* TASK PROMPT: Where does the word "their" show up in the records? Copy every line that has it.
——
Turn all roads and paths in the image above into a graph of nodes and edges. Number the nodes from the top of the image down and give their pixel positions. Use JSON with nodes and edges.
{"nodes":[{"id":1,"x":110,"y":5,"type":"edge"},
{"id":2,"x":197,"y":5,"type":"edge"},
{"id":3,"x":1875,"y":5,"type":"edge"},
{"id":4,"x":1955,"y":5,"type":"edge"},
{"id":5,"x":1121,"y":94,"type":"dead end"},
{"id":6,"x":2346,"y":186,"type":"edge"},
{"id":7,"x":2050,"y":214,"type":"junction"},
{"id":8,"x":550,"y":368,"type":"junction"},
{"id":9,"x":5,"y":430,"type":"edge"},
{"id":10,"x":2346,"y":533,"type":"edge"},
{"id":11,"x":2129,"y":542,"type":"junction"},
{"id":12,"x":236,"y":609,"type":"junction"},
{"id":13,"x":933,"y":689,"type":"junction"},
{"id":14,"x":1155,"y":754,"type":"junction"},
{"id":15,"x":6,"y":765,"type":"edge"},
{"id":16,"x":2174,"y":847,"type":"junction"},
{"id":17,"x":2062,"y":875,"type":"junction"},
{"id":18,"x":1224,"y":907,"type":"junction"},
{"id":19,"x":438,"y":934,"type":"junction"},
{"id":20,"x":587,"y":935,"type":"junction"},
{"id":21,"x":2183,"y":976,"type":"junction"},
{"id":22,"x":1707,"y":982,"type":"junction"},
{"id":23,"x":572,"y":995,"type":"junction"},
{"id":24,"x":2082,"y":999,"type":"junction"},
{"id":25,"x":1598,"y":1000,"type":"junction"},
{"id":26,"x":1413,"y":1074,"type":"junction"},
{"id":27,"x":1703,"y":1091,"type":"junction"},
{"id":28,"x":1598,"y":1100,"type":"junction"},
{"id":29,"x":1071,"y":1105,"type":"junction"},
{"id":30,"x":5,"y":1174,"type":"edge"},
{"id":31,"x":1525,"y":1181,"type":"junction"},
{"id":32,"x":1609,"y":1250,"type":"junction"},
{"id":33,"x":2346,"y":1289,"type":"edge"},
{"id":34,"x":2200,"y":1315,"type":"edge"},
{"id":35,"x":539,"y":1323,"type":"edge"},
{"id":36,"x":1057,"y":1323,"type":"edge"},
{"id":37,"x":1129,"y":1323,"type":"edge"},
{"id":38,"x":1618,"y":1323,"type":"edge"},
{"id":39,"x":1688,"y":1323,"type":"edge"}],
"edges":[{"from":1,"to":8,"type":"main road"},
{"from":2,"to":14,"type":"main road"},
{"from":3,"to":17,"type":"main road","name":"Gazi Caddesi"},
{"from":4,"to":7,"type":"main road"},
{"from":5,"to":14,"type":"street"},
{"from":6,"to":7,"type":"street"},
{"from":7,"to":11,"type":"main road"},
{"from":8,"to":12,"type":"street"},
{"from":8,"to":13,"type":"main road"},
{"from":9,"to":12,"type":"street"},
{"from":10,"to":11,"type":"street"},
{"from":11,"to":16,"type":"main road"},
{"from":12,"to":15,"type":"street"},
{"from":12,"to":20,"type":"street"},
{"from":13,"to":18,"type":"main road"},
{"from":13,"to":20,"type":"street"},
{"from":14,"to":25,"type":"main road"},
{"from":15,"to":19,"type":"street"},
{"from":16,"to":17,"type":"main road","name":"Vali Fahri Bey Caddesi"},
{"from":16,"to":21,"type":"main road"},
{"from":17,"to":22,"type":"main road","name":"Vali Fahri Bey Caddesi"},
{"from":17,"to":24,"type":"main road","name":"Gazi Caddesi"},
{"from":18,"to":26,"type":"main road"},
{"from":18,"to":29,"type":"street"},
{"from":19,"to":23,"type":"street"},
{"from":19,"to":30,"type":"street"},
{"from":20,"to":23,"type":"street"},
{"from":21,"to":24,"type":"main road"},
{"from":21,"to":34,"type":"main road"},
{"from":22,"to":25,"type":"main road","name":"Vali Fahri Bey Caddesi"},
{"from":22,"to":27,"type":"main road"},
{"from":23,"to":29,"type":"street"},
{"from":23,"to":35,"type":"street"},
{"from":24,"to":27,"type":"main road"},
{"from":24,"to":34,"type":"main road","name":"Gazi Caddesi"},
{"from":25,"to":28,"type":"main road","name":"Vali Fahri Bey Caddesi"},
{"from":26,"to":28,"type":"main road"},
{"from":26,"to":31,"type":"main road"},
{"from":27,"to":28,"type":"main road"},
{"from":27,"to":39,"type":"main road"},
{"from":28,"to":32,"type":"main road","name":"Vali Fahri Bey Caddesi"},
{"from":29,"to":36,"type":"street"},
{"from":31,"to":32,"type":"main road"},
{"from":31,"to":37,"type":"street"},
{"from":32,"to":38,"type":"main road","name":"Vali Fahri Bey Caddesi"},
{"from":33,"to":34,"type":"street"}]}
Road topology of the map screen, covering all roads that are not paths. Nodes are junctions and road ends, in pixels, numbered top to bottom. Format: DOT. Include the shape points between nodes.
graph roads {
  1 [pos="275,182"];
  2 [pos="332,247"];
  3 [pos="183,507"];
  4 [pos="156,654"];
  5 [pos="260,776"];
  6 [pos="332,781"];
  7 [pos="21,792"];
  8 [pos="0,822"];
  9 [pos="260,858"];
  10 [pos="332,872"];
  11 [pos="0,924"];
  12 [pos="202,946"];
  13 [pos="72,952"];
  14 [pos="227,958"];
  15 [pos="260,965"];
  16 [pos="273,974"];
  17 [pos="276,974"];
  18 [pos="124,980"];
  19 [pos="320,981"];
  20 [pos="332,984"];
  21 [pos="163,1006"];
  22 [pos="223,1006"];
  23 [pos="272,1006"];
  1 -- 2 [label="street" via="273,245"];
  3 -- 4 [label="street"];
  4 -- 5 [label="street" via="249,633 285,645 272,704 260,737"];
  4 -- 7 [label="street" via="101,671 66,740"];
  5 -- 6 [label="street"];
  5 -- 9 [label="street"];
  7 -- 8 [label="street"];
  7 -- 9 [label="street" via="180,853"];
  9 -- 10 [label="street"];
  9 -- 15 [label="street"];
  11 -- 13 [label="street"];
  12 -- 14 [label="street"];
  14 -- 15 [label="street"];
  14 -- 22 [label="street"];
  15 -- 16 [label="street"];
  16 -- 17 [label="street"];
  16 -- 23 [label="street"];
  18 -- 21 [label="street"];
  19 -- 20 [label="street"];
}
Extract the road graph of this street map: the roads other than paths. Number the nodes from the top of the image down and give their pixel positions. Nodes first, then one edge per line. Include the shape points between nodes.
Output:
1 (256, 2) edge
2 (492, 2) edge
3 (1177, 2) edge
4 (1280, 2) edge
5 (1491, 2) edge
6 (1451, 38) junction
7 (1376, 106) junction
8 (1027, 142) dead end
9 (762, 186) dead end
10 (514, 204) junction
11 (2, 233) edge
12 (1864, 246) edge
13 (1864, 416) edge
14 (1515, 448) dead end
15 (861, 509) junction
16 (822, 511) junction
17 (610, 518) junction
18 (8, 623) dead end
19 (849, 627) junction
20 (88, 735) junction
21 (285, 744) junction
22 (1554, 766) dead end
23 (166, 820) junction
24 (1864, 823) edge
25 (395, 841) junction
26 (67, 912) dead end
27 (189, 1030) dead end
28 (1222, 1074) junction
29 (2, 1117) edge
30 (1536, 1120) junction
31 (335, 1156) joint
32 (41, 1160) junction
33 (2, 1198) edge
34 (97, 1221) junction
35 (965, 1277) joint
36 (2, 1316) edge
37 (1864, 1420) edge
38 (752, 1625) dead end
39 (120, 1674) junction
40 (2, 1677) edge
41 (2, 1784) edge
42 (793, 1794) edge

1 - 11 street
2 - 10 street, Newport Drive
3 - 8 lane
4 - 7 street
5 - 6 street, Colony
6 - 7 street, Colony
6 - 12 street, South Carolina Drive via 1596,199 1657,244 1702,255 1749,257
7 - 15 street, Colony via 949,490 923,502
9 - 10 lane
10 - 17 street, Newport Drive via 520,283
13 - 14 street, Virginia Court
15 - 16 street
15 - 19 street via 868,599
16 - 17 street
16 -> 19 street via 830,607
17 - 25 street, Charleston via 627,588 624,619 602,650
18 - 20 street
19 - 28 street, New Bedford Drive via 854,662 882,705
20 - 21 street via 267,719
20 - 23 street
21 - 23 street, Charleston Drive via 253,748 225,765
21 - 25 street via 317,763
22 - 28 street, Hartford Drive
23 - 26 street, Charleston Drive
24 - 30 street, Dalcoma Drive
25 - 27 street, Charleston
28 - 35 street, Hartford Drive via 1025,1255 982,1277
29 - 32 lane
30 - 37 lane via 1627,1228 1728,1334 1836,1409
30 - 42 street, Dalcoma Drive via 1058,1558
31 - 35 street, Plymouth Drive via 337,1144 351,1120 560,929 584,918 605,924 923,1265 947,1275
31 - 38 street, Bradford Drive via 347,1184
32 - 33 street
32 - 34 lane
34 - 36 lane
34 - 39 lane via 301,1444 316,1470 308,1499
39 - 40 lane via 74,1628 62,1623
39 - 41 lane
——
* REPLY TO THE EXERCISE:
Turn all roads and paths in the image above into a graph of nodes and edges. Number the nodes from the top of the image down and give their pixel positions. Use JSON with nodes and edges.
Extract the road graph of this street map: the roads other than paths. Number the nodes from the top of the image down and give their pixel positions. Nodes first, then one edge per line. Include the shape points between nodes.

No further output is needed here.